We’ve all had difficult people in our lives. These are the ones who are impatient, complainers, angry, or prideful. They can make life unbelievably difficult and discouraging. You likely can’t just banish them from your life (they may be family or close friends), so that means you have to learn how to handle them. Not surprisingly, the Bible describes how to deal with difficult people.

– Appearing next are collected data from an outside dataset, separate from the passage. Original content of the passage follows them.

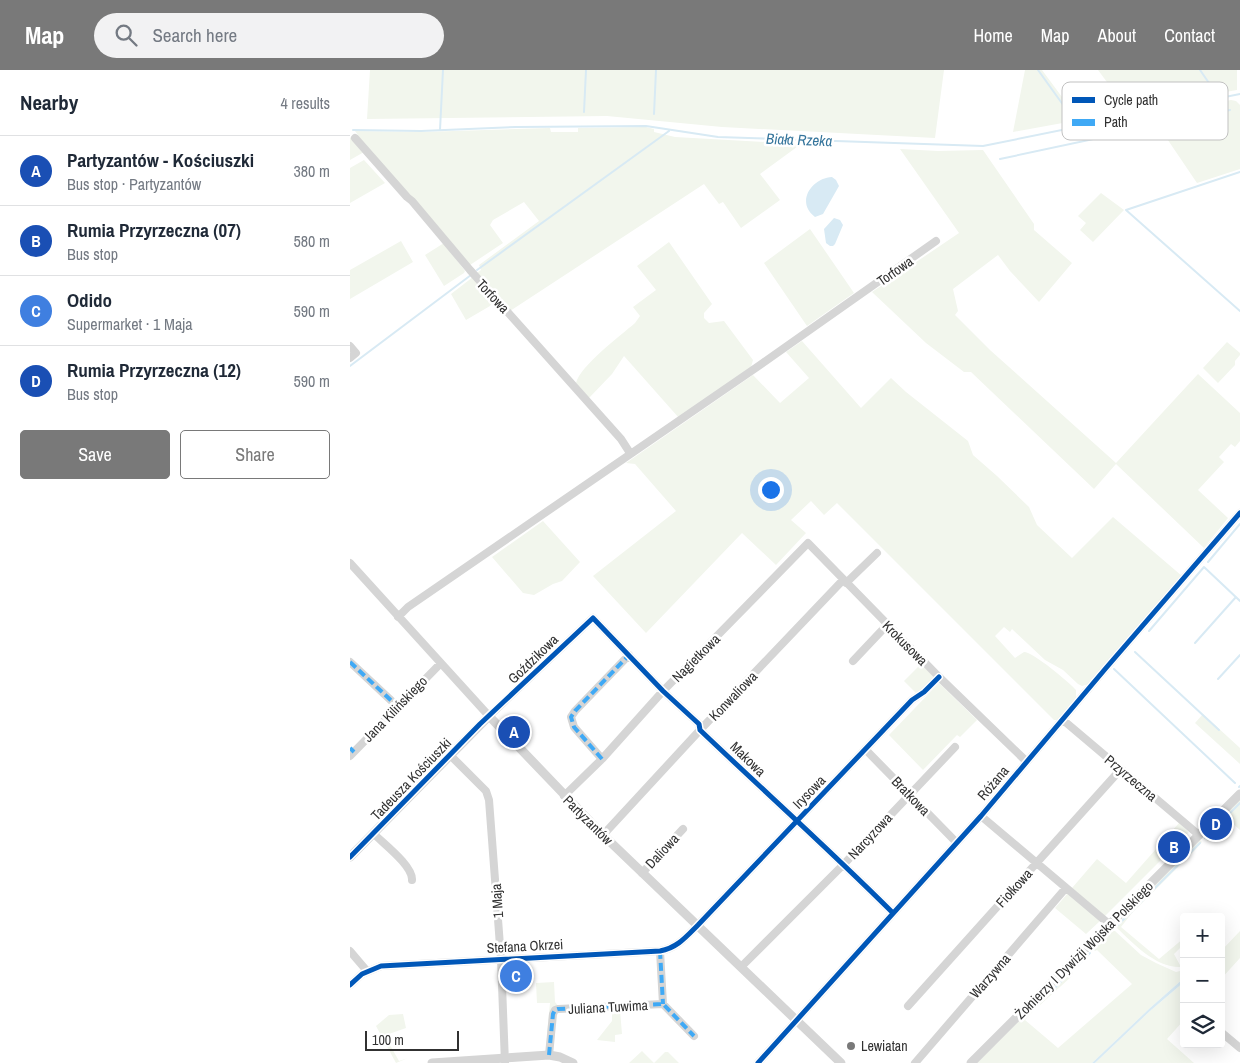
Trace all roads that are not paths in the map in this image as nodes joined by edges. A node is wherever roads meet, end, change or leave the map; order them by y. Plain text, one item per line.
1 (355, 138) dead end
2 (936, 241) dead end
3 (350, 346) edge
4 (350, 358) edge
5 (630, 453) junction
6 (1240, 514) edge
7 (808, 543) joint
8 (877, 553) dead end
9 (350, 563) edge
10 (844, 581) junction
11 (398, 617) junction
12 (593, 618) joint
13 (887, 625) junction
14 (629, 655) junction
15 (853, 661) dead end
16 (350, 662) edge
17 (441, 663) junction
18 (939, 677) junction
19 (663, 691) junction
20 (397, 706) junction
21 (489, 716) junction
22 (1064, 720) junction
23 (700, 730) junction
24 (956, 747) dead end
25 (865, 749) junction
26 (351, 752) edge
27 (450, 755) junction
28 (602, 759) junction
29 (1026, 761) junction
30 (1121, 769) junction
31 (909, 794) junction
32 (1240, 794) edge
33 (564, 796) junction
34 (981, 816) junction
35 (796, 822) junction
36 (683, 829) dead end
37 (374, 834) junction
38 (1199, 835) junction
39 (603, 836) junction
40 (956, 842) junction
41 (350, 857) edge
42 (1036, 863) junction
43 (844, 864) junction
44 (642, 873) junction
45 (412, 880) dead end
46 (1065, 889) junction
47 (893, 913) junction
48 (1109, 924) junction
49 (698, 925) junction
50 (660, 950) junction
51 (350, 951) edge
52 (501, 959) junction
53 (741, 966) junction
54 (367, 971) junction
55 (350, 985) edge
56 (663, 1004) junction
57 (908, 1006) dead end
58 (798, 1020) junction
59 (1225, 1035) edge
60 (694, 1036) dead end
61 (1240, 1048) edge
62 (549, 1055) junction
63 (505, 1061) edge
64 (432, 1063) edge
65 (573, 1063) edge
66 (758, 1063) edge
67 (841, 1063) edge
68 (915, 1063) edge
69 (971, 1063) edge

1 - 5 street, Torfowa
2 - 5 street, Torfowa
3 - 4 street
5 - 11 street, Torfowa
6 - 22 street, Różana
7 - 10 street, Krokusowa
7 - 19 street, Nagietkowa
8 - 10 street, Konwaliowa
9 - 11 street, Partyzantów
10 - 13 street, Krokusowa
10 - 23 street, Konwaliowa
11 - 17 street, Partyzantów
12 - 14 street, Makowa
12 - 21 street, Goździkowa
13 - 15 street
13 - 18 street, Krokusowa
14 - 19 street, Makowa
14 - 28 street
16 - 20 street
17 - 20 street, Jana Kilińskiego
17 - 21 street, Partyzantów
18 - 25 street, Irysowa
18 - 29 street, Krokusowa
19 - 23 street, Makowa
19 - 28 street, Nagietkowa
20 - 26 street, Jana Kilińskiego
21 - 27 street, Tadeusza Kościuszki
21 - 33 street, Partyzantów
22 - 29 street, Różana
22 - 30 street, Przyrzeczna
23 - 35 street, Makowa
23 - 39 street, Konwaliowa
24 - 31 street, Narcyzowa
25 - 31 street, Bratkowa
25 - 35 street, Irysowa
27 - 37 street, Tadeusza Kościuszki
27 - 52 street, 1 Maja
28 - 33 street, Nagietkowa
29 - 34 street, Różana
30 - 38 street, Przyrzeczna
30 - 42 street, Fiołkowa
31 - 40 street, Bratkowa
31 - 43 street, Narcyzowa
32 - 38 street, Żołnierzy I Dywizji Wojska Polskiego
33 - 39 street, Partyzantów
34 - 40 street, Różana
34 - 42 street
35 - 43 street, Makowa
35 - 49 street, Irysowa
36 - 44 street, Daliowa
37 - 41 street, Tadeusza Kościuszki
37 - 45 street
38 - 48 street, Żołnierzy I Dywizji Wojska Polskiego
39 - 44 street, Partyzantów
40 - 47 street, Różana
42 - 46 street
42 - 57 street, Fiołkowa
43 - 47 street, Makowa
43 - 53 street, Narcyzowa
44 - 49 street, Partyzantów
46 - 48 street
46 - 68 street, Warzywna
47 - 58 street, Różana
48 - 69 street, Żołnierzy I Dywizji Wojska Polskiego
49 - 50 street, Stefana Okrzei
49 - 53 street, Partyzantów
50 - 52 street, Stefana Okrzei
50 - 56 street
51 - 54 street
52 - 54 street, Stefana Okrzei
52 - 63 street, 1 Maja
53 - 58 street, Partyzantów
54 - 55 street, Stefana Okrzei
56 - 60 street, Juliana Tuwima
56 - 62 street, Juliana Tuwima
58 - 66 street, Różana
58 - 67 street, Partyzantów
59 - 61 street
62 - 63 street
62 - 65 street
63 - 64 street

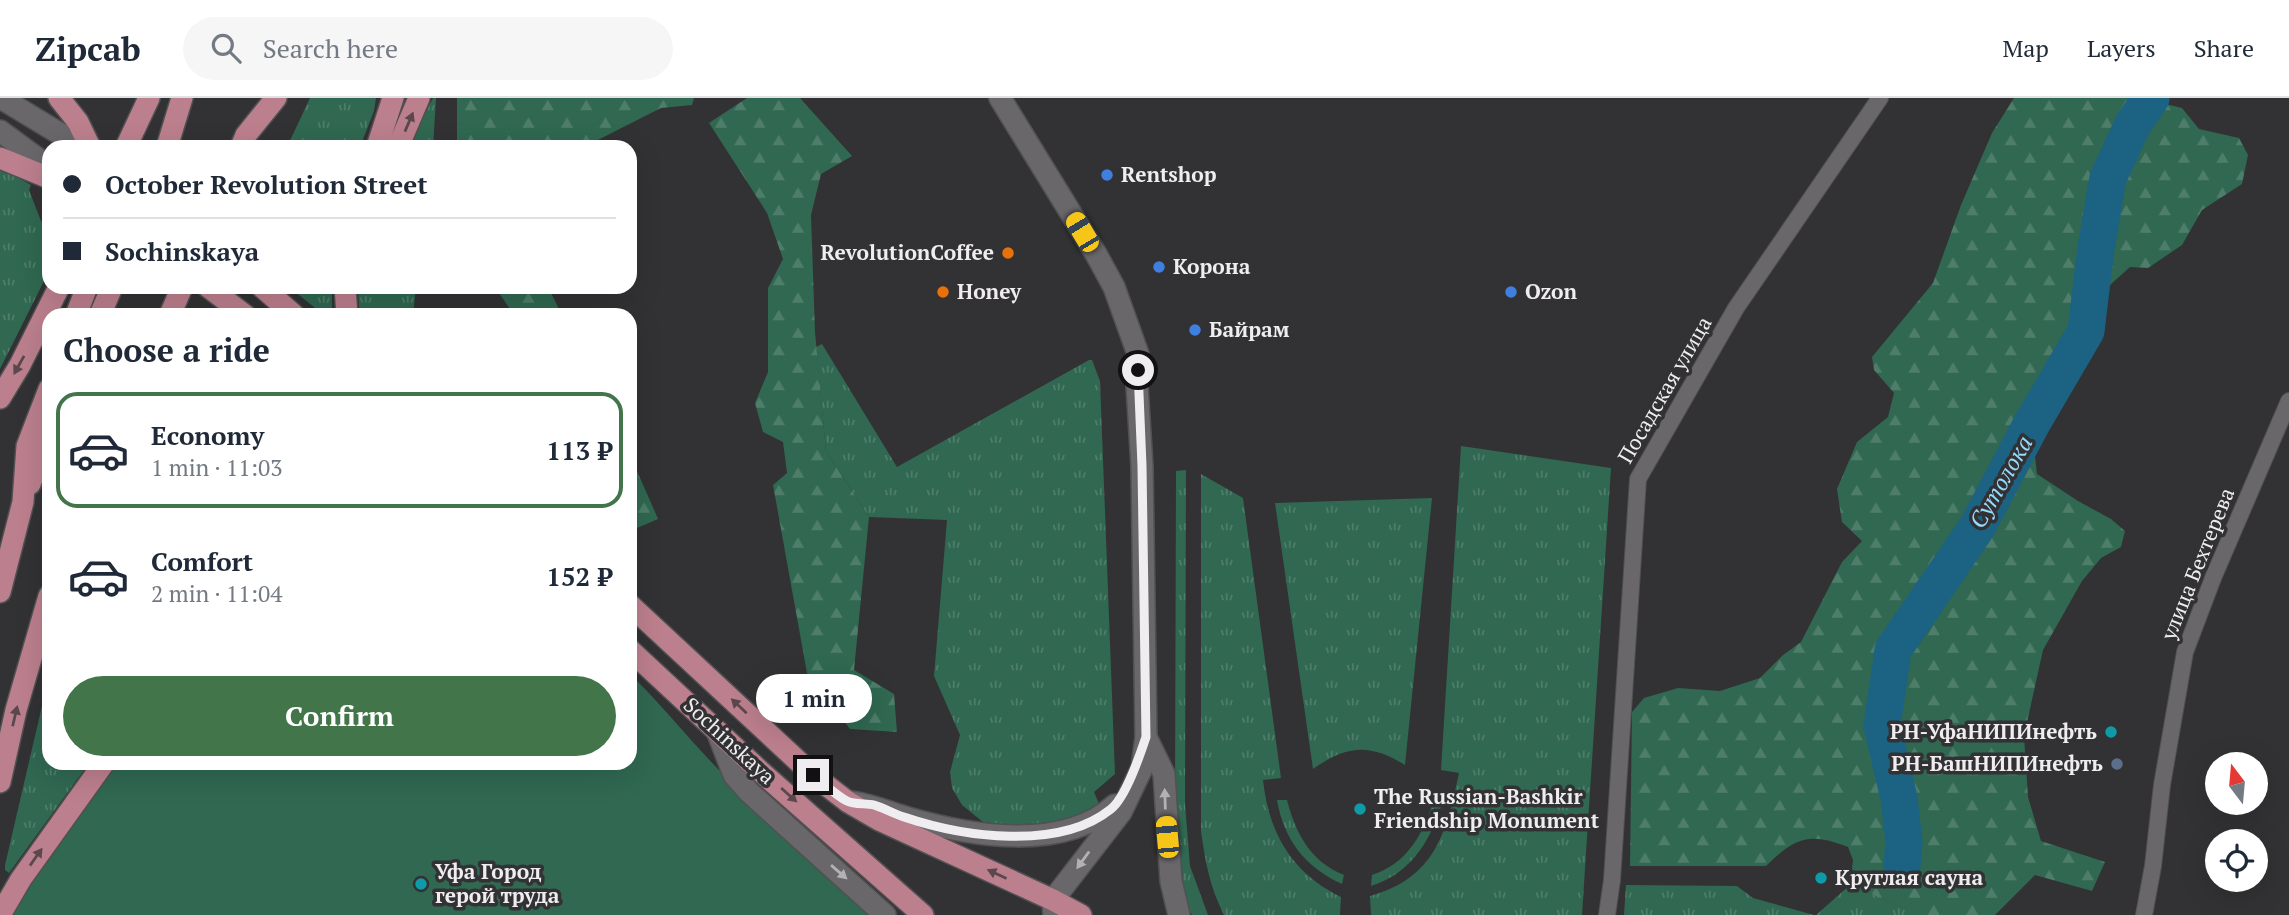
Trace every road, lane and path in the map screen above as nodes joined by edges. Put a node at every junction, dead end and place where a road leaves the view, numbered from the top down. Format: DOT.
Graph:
graph roads {
  1 [pos="1,98"];
  2 [pos="182,98"];
  3 [pos="258,98"];
  4 [pos="276,98"];
  5 [pos="393,98"];
  6 [pos="419,98"];
  7 [pos="1000,98"];
  8 [pos="1880,98"];
  9 [pos="63,104"];
  10 [pos="146,104"];
  11 [pos="0,131"];
  12 [pos="74,140"];
  13 [pos="86,140"];
  14 [pos="129,140"];
  15 [pos="133,140"];
  16 [pos="169,140"];
  17 [pos="244,140"];
  18 [pos="245,140"];
  19 [pos="379,140"];
  20 [pos="401,140"];
  21 [pos="0,158"];
  22 [pos="42,168"];
  23 [pos="42,169"];
  24 [pos="218,294"];
  25 [pos="270,294"];
  26 [pos="237,308"];
  27 [pos="286,308"];
  28 [pos="42,321"];
  29 [pos="0,398"];
  30 [pos="2289,401"];
  31 [pos="42,407"];
  32 [pos="42,454"];
  33 [pos="23,502"];
  34 [pos="0,553"];
  35 [pos="0,592"];
  36 [pos="637,612"];
  37 [pos="42,620"];
  38 [pos="637,656"];
  39 [pos="637,668"];
  40 [pos="666,683"];
  41 [pos="717,731"];
  42 [pos="1146,737"];
  43 [pos="99,770"];
  44 [pos="0,782"];
  45 [pos="848,802"];
  46 [pos="1053,910"];
  47 [pos="1,915"];
  48 [pos="885,915"];
  49 [pos="923,915"];
  50 [pos="1081,915"];
  51 [pos="1179,915"];
  52 [pos="1607,915"];
  53 [pos="2144,915"];
  1 -- 12 [label="street"];
  2 -- 16 [label="main road"];
  3 -- 17 [label="main road"];
  4 -- 18 [label="main road"];
  5 -- 19 [label="main road"];
  20 -- 6 [label="main road, one-way"];
  7 -- 42 [label="street"];
  8 -- 52 [label="street, Посадская улица"];
  9 -- 13 [label="main road"];
  10 -- 14 [label="main road"];
  10 -- 15 [label="main road"];
  11 -- 22 [label="street"];
  21 -- 23 [label="main road"];
  24 -- 26 [label="main road"];
  25 -- 27 [label="main road"];
  28 -- 29 [label="main road, one-way"];
  30 -- 53 [label="street, улица Бехтерева"];
  31 -- 33 [label="main road"];
  32 -- 33 [label="main road"];
  33 -- 34 [label="main road"];
  33 -- 35 [label="main road"];
  45 -- 36 [label="main road, Sochinskaya, one-way"];
  44 -- 37 [label="main road, one-way"];
  38 -- 40 [label="main road, Sochinskaya"];
  39 -- 40 [label="main road"];
  40 -- 41 [label="main road, Sochinskaya"];
  41 -- 48 [label="street, one-way"];
  41 -- 49 [label="main road, Sochinskaya, one-way"];
  42 -- 45 [label="street"];
  42 -- 46 [label="street, one-way"];
  51 -- 42 [label="street, one-way"];
  47 -- 43 [label="main road, one-way"];
  46 -- 45 [label="main road, Sochinskaya, one-way"];
  46 -- 50 [label="main road, Sochinskaya"];
}
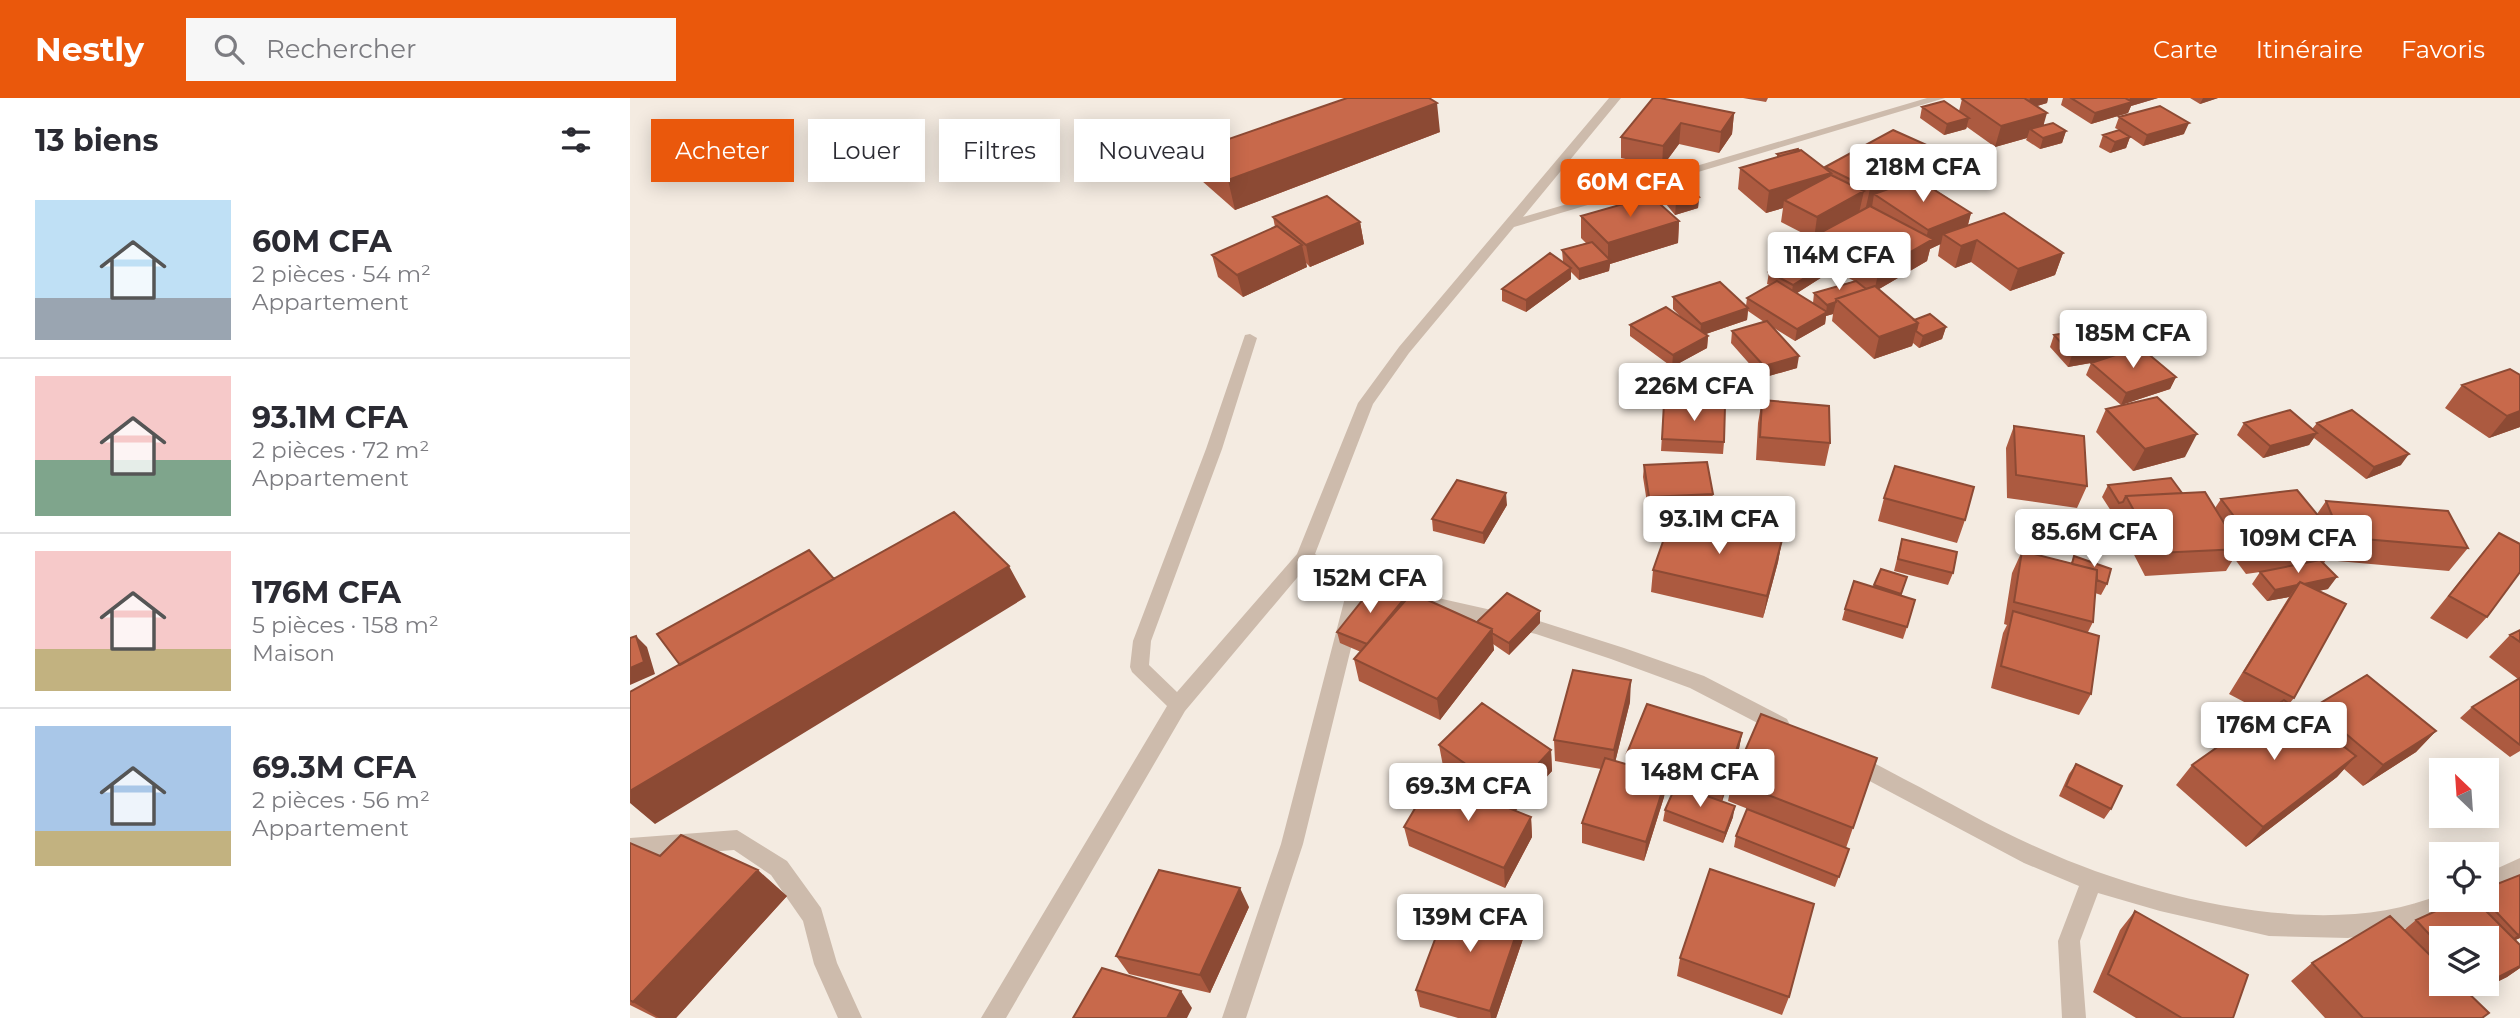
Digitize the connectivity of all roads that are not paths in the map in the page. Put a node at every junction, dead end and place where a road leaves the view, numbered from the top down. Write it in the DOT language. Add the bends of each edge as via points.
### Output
graph roads {
  1 [pos="1615,98"];
  2 [pos="1939,98"];
  3 [pos="1511,224"];
  4 [pos="1250,338"];
  5 [pos="1305,557"];
  6 [pos="1357,587"];
  7 [pos="1178,705"];
  8 [pos="1797,733"];
  9 [pos="1834,752"];
  10 [pos="630,848"];
  11 [pos="2520,868"];
  12 [pos="2499,878"];
  13 [pos="2092,881"];
  14 [pos="2429,911"];
  15 [pos="850,1018"];
  16 [pos="993,1018"];
  17 [pos="1234,1018"];
  18 [pos="2074,1018"];
  1 -- 3 [label="street"];
  2 -- 3 [label="street"];
  3 -- 5 [label="street" via="1404,350 1366,403"];
  4 -- 7 [label="street" via="1142,641 1139,667"];
  5 -- 6 [label="street"];
  5 -- 7 [label="street"];
  6 -- 8 [label="street" via="1536,627 1617,653 1697,682"];
  6 -- 17 [label="street" via="1292,844"];
  7 -- 16 [label="street"];
  9 -- 13 [label="street" via="2032,856"];
  10 -- 15 [label="street" via="737,840 779,868 813,916 826,964"];
  11 -- 12 [label="street"];
  13 -- 14 [label="street" via="2269,925 2348,927"];
  13 -- 18 [label="street" via="2069,941"];
}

James writes, “But the wisdom that is from above is first pure, then peaceable, gentle, willing to yield, full of mercy and good fruits, without partiality and without hypocrisy. Now the fruit of righteousness is sown in peace by those who make peace” (3:17-18). The effects of divine wisdom produces a series of seven adjectives. It is clear that James views wisdom as a quality that motivates certain kinds of behavior. Let’s consider the qualities:

  1. Pure: This word signifies moral blamelessness, such as the undefiled chastity of the virgin bride (cp. 2 Corinthians 11:2). Wisdom which is free from any stain or blemish would be incapable of producing anything evil.
  2. Peaceable: James criticizes those who falsely claim to be wise for their contentiousness (3:14; 4:1-2). According to the Old Testament also, wisdom produces peace (Proverbs 3:17).
  3. Gentle: To be gentle is to be kind. With such an attitude, the Christian, motivated by wisdom, will follow in the footsteps of his Lord, who also was characterized by “meekness and gentleness” (2 Corinthians 10:1).
  4. Willing to yield: This is one who is “easily persuaded” — not in the sense of gullibility, but in the sense of a willing deference to others when unalterable scriptural or moral principles are not involved.
  5. Full of mercy and good fruits: Acts of mercy are those “fruits” which genuine wisdom, like genuine faith, must produce (cp. 2:8-13).
  6. Without partiality: This means showing no favoritism, and discriminating against no one. But “without vacillation or wavering” is nearer the meaning. One can always count on this wisdom’s deciding every case in the same true way.
  7. Without hypocrisy: Wisdom is without pretense. It never acts the hypocrite or wears a mask. It never speaks in a fair manner when it secretly means otherwise; its words are never hollow.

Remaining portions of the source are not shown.